◆ **What the task requires**: Give the count of lines in the entries that include "paths", and write nothing besides it.

◆ **Stored items**:
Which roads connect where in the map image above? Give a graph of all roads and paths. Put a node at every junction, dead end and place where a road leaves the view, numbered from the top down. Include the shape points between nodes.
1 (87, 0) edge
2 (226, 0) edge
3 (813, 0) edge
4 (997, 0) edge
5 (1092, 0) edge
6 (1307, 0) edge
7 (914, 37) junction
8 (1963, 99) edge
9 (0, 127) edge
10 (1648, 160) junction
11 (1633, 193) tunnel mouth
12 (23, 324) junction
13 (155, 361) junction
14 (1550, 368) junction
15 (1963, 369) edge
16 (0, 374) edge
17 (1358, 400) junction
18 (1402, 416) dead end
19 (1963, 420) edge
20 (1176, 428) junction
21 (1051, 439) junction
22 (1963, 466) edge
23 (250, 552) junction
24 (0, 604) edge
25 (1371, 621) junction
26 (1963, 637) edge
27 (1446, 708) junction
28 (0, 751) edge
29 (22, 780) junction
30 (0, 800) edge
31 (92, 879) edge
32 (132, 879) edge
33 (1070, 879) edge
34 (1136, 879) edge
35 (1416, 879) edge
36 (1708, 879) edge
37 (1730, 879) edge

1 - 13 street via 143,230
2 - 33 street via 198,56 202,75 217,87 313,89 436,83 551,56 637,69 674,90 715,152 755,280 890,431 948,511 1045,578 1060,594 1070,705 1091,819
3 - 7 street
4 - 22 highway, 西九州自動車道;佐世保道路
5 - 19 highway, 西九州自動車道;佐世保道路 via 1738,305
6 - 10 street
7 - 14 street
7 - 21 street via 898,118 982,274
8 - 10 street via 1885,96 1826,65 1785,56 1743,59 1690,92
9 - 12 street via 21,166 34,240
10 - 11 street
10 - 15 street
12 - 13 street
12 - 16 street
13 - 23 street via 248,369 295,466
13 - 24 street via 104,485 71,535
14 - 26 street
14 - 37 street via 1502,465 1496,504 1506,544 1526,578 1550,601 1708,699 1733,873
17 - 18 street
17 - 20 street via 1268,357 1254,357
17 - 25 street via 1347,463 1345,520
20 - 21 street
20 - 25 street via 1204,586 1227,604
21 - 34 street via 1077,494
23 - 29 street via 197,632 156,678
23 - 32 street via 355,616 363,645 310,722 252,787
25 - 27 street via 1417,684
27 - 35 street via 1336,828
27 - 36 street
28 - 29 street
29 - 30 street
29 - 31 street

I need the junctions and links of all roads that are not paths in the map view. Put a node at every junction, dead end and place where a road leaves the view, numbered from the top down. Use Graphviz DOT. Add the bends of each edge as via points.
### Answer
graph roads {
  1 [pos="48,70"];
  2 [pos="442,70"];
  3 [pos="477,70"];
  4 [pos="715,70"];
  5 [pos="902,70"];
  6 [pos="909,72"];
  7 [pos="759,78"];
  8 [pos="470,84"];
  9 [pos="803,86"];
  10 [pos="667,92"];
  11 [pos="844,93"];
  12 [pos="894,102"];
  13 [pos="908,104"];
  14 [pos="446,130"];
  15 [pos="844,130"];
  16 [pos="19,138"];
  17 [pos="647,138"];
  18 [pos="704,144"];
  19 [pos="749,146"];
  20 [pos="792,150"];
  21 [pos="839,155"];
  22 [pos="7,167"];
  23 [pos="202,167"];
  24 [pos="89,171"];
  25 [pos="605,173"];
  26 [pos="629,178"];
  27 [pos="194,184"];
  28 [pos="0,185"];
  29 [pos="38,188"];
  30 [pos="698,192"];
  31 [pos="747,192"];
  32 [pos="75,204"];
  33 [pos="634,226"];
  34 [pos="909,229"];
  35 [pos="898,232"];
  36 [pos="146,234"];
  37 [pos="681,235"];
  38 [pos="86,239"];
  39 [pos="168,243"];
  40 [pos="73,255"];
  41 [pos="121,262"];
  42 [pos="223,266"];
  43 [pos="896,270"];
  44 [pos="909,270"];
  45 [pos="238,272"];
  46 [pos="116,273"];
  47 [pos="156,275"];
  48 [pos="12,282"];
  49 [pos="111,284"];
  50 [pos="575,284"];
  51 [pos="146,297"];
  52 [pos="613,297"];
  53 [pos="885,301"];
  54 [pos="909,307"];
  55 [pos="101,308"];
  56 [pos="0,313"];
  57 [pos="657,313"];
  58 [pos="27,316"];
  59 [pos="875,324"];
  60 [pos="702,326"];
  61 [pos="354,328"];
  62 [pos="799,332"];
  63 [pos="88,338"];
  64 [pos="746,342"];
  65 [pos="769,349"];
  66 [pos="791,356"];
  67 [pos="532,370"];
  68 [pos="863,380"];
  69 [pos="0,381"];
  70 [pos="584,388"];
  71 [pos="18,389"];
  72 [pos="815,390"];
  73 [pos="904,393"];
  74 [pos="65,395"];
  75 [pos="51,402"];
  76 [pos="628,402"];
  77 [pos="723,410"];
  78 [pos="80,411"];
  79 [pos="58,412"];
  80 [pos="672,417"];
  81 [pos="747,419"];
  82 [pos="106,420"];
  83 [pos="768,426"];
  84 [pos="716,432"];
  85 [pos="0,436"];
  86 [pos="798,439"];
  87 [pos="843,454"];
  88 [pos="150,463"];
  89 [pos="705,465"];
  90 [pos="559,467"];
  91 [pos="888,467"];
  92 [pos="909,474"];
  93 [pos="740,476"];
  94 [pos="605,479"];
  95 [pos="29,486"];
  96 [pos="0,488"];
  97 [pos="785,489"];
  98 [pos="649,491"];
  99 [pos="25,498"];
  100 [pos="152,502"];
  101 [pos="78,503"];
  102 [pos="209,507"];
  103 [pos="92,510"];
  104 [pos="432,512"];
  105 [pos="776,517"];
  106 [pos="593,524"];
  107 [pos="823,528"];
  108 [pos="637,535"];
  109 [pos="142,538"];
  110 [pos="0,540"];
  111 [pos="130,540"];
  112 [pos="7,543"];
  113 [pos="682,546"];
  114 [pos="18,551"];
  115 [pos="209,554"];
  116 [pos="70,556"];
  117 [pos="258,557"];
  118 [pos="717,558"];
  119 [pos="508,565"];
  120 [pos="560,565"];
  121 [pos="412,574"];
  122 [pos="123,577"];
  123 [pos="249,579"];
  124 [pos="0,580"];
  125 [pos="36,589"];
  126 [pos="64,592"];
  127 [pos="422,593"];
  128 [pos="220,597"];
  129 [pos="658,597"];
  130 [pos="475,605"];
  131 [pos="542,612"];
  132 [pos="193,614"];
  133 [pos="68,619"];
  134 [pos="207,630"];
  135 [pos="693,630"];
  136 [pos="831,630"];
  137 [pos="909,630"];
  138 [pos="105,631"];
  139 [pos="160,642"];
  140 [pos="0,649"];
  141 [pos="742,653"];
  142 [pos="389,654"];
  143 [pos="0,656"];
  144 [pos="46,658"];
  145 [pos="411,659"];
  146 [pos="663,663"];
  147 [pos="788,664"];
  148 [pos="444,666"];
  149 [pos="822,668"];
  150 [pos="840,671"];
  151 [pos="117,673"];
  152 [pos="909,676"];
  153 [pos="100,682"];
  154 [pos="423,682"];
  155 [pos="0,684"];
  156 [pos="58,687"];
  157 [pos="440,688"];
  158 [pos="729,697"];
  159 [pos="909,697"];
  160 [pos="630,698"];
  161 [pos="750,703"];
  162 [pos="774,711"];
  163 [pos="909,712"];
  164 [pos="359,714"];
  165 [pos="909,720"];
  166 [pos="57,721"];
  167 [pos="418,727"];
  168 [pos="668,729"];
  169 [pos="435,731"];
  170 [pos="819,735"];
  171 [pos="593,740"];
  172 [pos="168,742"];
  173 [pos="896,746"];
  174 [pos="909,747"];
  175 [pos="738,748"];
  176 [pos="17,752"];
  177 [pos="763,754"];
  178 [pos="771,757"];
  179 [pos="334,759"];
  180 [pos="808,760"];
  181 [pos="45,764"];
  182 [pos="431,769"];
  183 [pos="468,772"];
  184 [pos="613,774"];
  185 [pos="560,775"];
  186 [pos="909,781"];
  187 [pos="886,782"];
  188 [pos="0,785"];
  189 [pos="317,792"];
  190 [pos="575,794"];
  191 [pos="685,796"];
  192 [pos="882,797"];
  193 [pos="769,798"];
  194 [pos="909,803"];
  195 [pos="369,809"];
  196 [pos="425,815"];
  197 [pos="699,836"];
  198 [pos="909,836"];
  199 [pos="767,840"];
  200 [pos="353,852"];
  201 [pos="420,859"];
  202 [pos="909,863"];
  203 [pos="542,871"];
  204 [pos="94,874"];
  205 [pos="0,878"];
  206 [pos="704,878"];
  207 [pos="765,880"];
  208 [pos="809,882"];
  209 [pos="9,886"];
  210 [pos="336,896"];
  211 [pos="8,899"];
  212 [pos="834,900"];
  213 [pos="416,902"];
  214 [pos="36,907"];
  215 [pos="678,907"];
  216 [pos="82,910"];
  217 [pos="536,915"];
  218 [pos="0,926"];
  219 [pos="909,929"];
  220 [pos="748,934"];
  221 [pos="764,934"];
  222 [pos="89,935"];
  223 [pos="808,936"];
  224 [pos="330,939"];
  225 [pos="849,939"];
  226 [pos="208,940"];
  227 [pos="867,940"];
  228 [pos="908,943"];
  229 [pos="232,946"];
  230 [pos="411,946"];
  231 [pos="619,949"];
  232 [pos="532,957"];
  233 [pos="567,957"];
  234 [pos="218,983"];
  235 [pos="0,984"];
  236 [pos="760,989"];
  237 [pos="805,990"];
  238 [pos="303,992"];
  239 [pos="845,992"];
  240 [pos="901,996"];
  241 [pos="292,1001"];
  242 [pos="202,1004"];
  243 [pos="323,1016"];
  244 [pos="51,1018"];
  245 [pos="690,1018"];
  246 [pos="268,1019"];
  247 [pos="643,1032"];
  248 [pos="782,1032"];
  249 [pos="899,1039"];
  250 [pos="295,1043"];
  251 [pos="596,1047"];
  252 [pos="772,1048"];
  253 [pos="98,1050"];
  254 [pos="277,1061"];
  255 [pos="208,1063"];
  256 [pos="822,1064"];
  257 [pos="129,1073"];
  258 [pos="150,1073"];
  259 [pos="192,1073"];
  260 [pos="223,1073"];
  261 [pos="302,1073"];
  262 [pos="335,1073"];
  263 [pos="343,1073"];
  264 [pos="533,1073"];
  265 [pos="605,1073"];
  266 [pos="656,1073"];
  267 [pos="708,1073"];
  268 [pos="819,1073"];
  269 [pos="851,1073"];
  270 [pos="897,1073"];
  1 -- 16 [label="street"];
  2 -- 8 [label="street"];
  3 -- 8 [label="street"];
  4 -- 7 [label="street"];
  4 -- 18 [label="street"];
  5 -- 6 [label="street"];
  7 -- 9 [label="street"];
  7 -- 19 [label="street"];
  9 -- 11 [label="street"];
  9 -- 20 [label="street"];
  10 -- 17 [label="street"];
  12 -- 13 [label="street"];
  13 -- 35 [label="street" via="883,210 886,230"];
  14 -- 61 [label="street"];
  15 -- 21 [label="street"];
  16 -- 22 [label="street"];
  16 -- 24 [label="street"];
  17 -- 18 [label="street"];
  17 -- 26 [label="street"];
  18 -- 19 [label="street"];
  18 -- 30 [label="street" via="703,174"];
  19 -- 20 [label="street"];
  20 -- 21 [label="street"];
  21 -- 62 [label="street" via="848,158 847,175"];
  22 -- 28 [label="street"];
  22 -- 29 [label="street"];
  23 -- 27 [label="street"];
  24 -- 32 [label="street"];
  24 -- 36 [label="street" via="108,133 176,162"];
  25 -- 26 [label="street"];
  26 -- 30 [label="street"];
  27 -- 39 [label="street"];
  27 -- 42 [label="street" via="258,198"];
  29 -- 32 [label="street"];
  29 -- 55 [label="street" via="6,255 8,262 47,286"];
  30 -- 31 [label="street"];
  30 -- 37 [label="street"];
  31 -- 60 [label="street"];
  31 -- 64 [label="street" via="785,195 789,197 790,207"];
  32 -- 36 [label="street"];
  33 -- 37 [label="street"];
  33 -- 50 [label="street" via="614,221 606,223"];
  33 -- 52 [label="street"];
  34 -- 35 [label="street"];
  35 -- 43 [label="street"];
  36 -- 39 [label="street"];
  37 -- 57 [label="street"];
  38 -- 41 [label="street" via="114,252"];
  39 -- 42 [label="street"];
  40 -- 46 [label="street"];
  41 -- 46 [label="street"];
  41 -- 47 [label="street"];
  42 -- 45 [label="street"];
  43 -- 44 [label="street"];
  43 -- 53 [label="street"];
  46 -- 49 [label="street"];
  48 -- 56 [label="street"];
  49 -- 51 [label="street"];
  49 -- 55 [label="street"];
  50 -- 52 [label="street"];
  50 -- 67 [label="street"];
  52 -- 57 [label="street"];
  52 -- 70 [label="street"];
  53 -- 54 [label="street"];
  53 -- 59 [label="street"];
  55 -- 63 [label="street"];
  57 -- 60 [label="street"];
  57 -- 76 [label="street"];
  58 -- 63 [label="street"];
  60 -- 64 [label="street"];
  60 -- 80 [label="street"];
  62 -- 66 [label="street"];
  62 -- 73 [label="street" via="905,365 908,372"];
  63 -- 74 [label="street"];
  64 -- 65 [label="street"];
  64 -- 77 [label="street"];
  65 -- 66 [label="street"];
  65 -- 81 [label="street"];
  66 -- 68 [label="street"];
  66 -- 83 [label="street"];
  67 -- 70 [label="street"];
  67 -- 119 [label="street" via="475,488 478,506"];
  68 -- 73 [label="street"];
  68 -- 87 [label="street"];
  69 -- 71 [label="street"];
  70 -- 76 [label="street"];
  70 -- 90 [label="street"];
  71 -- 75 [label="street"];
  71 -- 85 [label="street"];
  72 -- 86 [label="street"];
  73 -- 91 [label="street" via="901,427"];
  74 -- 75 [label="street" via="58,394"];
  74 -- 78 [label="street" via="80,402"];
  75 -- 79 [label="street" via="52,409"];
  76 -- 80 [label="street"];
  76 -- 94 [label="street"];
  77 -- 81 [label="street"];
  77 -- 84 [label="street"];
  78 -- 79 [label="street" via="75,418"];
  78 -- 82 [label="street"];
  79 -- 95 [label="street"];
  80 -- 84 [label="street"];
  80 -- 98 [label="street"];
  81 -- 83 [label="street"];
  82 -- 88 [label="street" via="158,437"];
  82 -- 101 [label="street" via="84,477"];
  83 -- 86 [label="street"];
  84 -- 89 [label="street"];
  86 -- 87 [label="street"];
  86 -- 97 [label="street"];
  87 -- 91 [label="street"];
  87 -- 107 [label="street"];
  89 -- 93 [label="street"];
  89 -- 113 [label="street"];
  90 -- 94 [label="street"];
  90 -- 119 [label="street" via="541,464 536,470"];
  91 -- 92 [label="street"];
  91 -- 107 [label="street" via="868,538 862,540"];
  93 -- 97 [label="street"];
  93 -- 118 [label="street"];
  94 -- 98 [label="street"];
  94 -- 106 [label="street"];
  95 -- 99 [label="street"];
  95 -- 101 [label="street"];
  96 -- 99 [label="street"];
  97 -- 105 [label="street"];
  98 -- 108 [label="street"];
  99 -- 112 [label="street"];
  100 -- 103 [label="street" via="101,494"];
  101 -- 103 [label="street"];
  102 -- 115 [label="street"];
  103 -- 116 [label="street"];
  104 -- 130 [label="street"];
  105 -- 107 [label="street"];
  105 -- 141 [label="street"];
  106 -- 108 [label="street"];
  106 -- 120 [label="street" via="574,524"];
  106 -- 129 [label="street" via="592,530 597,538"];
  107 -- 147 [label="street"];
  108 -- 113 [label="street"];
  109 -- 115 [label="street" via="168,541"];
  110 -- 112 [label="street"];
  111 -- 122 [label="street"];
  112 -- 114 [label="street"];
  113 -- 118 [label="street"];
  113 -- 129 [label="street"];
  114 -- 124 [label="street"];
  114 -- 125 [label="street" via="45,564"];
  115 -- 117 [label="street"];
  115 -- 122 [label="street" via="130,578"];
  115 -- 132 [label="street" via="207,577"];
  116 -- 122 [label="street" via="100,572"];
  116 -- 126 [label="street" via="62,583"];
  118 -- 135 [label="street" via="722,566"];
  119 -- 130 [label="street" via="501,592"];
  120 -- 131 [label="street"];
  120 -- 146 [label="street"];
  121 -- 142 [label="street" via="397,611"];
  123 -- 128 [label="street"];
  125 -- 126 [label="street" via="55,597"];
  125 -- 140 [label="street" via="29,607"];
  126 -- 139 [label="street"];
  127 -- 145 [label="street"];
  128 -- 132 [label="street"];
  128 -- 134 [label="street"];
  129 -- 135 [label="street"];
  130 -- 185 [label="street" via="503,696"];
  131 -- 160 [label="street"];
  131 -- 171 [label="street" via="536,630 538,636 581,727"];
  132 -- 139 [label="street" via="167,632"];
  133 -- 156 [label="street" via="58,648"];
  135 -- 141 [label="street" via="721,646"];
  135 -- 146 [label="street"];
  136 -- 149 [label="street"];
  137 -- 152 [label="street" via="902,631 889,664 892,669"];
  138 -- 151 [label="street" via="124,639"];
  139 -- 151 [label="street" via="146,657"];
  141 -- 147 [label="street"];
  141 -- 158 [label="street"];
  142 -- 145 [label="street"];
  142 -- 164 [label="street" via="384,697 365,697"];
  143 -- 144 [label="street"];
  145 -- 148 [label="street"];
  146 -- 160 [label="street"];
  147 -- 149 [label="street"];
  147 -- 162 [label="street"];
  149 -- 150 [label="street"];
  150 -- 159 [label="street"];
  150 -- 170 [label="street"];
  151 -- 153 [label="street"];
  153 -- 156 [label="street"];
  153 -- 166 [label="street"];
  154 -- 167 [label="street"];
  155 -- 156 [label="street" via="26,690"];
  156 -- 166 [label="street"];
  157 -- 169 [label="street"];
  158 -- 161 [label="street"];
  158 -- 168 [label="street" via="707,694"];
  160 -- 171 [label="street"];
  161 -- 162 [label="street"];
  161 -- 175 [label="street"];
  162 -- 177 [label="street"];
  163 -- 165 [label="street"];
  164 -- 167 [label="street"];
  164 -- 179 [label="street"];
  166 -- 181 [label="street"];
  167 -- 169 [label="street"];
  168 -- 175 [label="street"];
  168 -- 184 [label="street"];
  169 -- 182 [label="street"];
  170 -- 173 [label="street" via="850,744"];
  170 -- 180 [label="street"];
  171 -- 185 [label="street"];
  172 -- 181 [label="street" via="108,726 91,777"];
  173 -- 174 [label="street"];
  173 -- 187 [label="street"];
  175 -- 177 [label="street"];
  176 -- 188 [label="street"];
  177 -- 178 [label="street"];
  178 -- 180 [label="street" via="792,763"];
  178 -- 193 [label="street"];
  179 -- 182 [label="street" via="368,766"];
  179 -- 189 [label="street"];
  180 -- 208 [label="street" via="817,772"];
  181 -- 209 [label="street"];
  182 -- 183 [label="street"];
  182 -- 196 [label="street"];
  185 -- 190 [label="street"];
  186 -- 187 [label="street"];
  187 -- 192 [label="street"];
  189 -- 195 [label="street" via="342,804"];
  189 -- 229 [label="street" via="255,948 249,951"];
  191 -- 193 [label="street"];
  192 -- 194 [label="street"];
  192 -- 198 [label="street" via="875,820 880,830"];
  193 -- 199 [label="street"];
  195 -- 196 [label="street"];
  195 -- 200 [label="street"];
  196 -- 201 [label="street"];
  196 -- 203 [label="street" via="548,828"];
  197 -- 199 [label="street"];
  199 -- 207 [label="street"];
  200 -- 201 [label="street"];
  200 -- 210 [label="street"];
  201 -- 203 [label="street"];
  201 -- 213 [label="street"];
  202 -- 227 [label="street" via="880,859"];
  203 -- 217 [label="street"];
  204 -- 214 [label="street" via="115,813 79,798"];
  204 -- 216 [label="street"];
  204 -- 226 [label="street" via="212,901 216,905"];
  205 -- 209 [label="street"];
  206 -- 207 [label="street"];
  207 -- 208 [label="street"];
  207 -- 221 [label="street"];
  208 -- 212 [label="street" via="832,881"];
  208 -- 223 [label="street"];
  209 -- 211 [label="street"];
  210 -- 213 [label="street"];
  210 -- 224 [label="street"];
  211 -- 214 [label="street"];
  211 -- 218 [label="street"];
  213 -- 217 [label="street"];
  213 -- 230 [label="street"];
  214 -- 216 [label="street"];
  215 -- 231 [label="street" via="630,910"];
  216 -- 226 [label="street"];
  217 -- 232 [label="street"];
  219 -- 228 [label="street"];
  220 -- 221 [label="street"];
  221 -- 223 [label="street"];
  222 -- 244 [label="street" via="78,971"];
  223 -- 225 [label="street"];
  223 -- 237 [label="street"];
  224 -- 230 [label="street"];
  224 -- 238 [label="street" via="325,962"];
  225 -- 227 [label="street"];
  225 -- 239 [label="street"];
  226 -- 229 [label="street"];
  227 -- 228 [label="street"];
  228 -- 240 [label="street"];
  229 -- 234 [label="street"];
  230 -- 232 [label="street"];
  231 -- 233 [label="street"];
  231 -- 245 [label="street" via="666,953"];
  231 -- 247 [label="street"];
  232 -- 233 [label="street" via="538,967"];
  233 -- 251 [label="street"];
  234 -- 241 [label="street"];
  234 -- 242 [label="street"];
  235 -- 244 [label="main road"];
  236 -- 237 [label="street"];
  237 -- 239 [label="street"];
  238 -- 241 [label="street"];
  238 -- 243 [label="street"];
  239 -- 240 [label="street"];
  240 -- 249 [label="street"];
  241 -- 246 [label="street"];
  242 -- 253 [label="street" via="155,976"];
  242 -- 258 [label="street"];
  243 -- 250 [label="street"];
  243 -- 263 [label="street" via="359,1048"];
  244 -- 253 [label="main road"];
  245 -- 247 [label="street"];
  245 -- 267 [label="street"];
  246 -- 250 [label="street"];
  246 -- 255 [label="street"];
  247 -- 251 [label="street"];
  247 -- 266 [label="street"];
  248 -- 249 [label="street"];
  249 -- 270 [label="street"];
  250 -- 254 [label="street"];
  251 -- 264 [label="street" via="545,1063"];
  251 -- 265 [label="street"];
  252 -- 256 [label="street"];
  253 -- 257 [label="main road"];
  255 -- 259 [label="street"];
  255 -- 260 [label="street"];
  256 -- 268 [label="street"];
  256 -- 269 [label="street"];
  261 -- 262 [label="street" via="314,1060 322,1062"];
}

◆ **Result below**: 2